Соблазн охватил меня в одно мгновение. Я сразу увидел перед собой еще целый десяток других, столь же прекрасных поводов к тому, чтобы остаться при своих обязанностях переводчика и не ввязываться в эту прогулку по окопам первой линии, которая к тому же выглядела как вызов моим американским товарищам.
Завтрак был короче обычного. Когда все встали из-за стола, ко мне подошел Блоу. Глазки его моргали, улыбка раздирала ему рот.
— Старик! (О, да, я был стариком! Как я постарел за эти два года, проведенные в тылу!) Старый солдат, — говорил он, откровенно смеясь надо мной. — Идем устанавливать связь с французами.
— Да, да!—отозвался генерал, Он как будто позабыл о моем вчерашнем предложении.— Ступайте! Попросите у них выписку из приказа и принесите мне перевод.

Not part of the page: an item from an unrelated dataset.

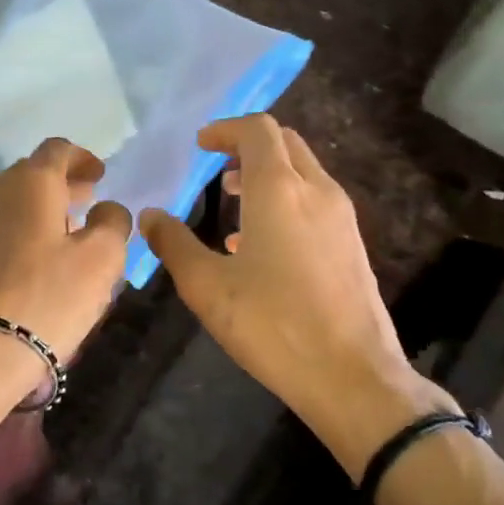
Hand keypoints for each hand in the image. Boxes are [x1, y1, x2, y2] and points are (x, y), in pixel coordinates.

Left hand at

Все устраивалось. Но я взглянул на генерала. Я увидел, что он вовсе не забыл моего вчерашнего предложения, он отлично понимал все.
— Вы пойдете со мной завтра, —сказал он мне вполголоса, проходя мимо меня.
Я быстро повернулся к Блоу, который наслаждался этой сценой.
С порога нашего прикрытия я глядел вдаль, туда, где лежали первые линии. Я прислушивался. Было тихо. Чёрт возьми, уж если идти туда, так именно сегодня утром.
Блоу взял меня под руку. Мы закурили трубки и поплелись к французскому командному посту.
Мы пошли в одну Сторону, а генерал с длинным лейтенантом — в другую. Я оглянулся, чтобы посмотреть им вслед. Они скрывались в лесочке, среди деревьев кладбища, куда я еще ни разу не ходил.
Блоу шагал позади меня. Через минуту он оглянулся, остановился и стал пристально глядеть на меня. Своим огромным телом он загораживал дорогу. Он буравил меня своими маленькими глазками.
— Хи-хи-хи... Ха-ха!..
— Да! Я. несчастный и проклятый шутник! К счастью, шутки скоро кончатся.
— Вы достаточно нашутились, старик.
— Не так уж много...
— Вполне достаточно. Судьба любезно поручает вам продолжать ваше существование еще лет шестьдесят. Я считал вас благоразумным. Смотрите, да смотрите же!
Он показывал мне окружающий пейзаж. Этот толстый человек был недоступен для какого бы то ни было восторга. Для него опасность была чем-то очень реальным, очень ограниченным. Страх, у него бывал слишком непродолжительным. Этот страх не успевал обратиться в любовь к страданию.
— Смотрите!
В природе Вердена уже навеки залегла непреодолимая грусть. Это — громадные просторы, бесконечные, неподвижные и непреклонные массивы. Справа, по ту сторону Мааса, залегли бесконечные дали. А вокруг нас — обрывы, взрыхленная земля, в которой миллионы трупов находятся под ногами. Пятую зиму длится сумасшествие, которое вновь потянуло меня в эти места, откуда я некогда бежал. Это сумасшествие казалось мне замаскированной судьбой. Оно вопияло и покрывало злорадный смех Тома Блоу.
— Ступайте, Блоу, — резко сказал я.
Мы шагали между батареями, глубоко вкопанными в землю. Мы встретили несколько французов, несколько негров. Каждый был занят своими делами.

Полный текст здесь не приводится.